Hi,
The theme here is Automatic Differentiation. Consider the following (theoretical) data type:
class adouble2 {
double data;
adouble value;
adouble derivative;
}
It's my alternative to the classical:
class adouble {
double value;
double derivative;
}
that would (hopefully) enable fully functional autodiff on functions like
$f(x) = sin(x) + \dot{g}(e^{x^2})$,
where there are derivatives of other known functions in the body of the main function, nested to arbitrary depth.
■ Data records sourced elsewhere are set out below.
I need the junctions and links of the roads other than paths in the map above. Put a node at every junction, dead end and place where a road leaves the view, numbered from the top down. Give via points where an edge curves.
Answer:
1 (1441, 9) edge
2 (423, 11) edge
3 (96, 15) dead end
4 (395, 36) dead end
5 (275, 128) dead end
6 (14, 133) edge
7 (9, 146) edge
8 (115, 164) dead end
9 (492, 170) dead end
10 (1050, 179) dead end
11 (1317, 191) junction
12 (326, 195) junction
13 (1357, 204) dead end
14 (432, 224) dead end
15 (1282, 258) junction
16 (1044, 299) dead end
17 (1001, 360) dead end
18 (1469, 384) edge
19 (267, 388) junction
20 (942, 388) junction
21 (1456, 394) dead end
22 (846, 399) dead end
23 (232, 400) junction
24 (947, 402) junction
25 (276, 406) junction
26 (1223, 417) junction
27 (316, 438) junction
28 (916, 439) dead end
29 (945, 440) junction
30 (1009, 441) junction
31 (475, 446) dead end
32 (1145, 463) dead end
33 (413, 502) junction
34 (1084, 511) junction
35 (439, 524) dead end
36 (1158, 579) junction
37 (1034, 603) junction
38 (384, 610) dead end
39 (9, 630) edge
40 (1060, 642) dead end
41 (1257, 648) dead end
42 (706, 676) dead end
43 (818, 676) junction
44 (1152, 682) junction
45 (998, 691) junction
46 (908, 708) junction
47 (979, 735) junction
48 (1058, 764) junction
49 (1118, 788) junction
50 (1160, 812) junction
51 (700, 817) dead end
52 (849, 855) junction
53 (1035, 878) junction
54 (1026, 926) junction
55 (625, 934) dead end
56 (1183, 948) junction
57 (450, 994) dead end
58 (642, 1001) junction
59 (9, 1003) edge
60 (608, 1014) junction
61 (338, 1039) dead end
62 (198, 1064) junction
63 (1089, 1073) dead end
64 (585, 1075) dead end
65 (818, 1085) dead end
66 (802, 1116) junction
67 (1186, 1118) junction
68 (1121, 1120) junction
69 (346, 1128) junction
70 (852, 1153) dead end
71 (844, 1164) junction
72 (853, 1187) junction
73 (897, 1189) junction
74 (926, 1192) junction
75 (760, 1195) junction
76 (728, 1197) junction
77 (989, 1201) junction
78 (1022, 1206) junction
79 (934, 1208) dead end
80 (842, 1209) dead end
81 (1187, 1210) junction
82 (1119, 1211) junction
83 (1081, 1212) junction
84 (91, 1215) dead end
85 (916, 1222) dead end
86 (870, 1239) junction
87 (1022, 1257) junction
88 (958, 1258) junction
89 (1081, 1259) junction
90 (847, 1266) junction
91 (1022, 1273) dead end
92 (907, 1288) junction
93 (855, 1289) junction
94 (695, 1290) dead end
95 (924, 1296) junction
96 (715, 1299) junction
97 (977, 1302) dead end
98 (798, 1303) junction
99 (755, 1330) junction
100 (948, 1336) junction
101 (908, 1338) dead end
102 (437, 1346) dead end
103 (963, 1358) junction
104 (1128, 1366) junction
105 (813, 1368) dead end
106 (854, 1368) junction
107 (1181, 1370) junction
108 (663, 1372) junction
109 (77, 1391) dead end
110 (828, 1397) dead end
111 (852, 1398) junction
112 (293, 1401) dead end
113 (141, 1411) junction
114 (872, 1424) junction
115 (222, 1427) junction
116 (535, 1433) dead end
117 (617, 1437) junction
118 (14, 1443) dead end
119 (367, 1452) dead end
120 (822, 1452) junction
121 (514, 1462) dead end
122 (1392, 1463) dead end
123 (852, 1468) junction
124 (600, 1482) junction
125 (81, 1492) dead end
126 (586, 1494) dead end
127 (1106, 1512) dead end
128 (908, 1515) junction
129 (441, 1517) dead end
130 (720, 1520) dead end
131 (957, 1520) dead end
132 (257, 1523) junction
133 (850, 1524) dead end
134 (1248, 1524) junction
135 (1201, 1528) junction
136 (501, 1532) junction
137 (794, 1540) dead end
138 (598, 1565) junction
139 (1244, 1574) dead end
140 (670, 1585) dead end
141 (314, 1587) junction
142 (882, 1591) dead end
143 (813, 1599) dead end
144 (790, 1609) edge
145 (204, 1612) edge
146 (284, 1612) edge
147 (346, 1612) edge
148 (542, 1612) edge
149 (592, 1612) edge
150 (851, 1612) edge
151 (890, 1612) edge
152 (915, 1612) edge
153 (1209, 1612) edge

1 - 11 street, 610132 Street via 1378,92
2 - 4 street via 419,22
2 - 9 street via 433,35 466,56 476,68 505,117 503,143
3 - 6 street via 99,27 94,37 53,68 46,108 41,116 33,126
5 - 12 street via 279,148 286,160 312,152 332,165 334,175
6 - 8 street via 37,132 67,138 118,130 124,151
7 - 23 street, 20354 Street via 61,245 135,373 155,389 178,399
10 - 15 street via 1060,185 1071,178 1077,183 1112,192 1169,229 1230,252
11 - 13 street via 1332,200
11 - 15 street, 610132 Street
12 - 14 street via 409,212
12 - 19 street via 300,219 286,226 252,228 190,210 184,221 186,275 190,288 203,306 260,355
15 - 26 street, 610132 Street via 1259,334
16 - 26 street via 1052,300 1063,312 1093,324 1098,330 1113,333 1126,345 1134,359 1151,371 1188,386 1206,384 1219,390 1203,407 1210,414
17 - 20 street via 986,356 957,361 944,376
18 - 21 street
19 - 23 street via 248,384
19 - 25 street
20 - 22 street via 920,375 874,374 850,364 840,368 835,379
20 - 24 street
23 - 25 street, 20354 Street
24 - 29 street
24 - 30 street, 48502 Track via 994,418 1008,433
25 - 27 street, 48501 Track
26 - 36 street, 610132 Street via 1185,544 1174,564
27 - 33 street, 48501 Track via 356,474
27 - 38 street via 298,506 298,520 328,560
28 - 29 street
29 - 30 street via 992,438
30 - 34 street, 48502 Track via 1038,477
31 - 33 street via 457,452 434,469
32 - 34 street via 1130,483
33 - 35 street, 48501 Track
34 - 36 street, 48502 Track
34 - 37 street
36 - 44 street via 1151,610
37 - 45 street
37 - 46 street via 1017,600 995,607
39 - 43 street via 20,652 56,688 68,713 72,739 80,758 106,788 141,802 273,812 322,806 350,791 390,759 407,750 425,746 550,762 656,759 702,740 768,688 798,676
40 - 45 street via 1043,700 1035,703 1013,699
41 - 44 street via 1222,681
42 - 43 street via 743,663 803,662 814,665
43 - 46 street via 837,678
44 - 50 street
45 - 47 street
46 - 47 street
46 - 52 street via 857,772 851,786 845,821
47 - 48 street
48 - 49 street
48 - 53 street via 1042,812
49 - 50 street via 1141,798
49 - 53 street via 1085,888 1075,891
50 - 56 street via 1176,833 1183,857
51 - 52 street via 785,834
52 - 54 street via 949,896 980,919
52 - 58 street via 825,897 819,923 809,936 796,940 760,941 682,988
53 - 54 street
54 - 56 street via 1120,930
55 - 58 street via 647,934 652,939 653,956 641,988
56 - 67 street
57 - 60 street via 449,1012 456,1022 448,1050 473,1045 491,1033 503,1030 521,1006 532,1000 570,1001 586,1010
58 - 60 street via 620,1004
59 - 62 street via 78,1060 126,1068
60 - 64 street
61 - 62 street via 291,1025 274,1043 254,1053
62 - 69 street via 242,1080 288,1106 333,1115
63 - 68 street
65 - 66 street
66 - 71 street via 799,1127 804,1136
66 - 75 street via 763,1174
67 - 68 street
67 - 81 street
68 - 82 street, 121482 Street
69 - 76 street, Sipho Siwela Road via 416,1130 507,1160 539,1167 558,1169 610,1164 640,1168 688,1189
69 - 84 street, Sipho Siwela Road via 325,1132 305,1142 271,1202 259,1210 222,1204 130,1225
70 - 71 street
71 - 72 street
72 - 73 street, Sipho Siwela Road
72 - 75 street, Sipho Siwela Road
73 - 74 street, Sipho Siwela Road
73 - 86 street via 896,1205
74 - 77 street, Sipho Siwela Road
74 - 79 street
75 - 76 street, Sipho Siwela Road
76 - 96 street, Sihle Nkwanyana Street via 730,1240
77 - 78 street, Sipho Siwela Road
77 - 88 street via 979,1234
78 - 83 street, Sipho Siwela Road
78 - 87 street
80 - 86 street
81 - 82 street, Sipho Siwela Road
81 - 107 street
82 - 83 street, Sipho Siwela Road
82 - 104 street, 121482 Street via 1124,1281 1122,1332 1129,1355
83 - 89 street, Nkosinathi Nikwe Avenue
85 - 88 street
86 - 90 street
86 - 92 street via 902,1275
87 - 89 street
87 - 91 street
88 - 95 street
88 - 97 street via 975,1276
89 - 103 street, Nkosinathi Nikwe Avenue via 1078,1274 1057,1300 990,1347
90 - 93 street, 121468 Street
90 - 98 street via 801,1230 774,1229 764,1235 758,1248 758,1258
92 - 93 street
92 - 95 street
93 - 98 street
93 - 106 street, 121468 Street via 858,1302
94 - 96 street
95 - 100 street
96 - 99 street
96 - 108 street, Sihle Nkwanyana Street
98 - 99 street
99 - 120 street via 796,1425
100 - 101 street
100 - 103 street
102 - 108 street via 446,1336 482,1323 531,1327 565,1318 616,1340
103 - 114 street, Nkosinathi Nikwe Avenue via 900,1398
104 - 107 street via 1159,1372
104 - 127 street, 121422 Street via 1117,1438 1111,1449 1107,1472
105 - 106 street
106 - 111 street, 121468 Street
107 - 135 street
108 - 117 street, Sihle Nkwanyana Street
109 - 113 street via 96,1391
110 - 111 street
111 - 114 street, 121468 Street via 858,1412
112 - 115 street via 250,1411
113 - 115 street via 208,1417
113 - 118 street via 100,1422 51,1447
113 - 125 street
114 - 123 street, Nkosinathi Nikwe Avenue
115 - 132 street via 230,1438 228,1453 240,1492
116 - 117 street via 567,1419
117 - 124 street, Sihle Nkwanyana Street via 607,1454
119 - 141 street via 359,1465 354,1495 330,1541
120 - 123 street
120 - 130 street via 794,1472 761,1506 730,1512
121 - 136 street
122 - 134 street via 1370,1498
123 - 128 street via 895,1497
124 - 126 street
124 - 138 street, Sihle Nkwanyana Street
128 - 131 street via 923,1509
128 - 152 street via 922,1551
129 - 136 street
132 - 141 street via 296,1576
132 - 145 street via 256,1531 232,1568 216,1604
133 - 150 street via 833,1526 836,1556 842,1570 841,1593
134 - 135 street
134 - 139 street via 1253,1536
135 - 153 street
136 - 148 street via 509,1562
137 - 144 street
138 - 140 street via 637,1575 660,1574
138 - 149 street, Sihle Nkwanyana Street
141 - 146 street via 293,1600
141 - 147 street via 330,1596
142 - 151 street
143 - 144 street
I would like to perform math on these objects in order to prove that they can do the job, but I haven't found a proper structure to do so. So my question would be:
What algebraic structure is suitable for representing self-referential data types? and why!
For example, I know a ring wouldn't be suitable, because I would have to define a set
$\mathbb{A} = \{ (a, x, \dot{x}) : a\in\mathbb{R}; x, \dot{x}\in\mathbb{A} \}$
with the sum
$++ : \mathbb{A}\times\mathbb{A}\to\mathbb{A}$ where $(a, x, \dot{x}) ++ (b, y, \dot{y}) := (a+b, x++y, \dot{x}++\dot{y})$
And the problem with this is that neither the set $A$ is well-defined nor I can prove $++$ is closed in $A$, nor I can define a product or do anything at all.
From the research I have done so far, I am under the slight impression that coalgebras might do, but I wouldn't like to dive
into something that complicated unless strictly necessary. If that would be the case, then a second question arises: how exactly a coalgebra can represent an object like adouble2 ?
As background info I shall add that this research project has just been assigned to me (an undergraduate) so it is barely starting.
Please excuse my English, and thanks for reading!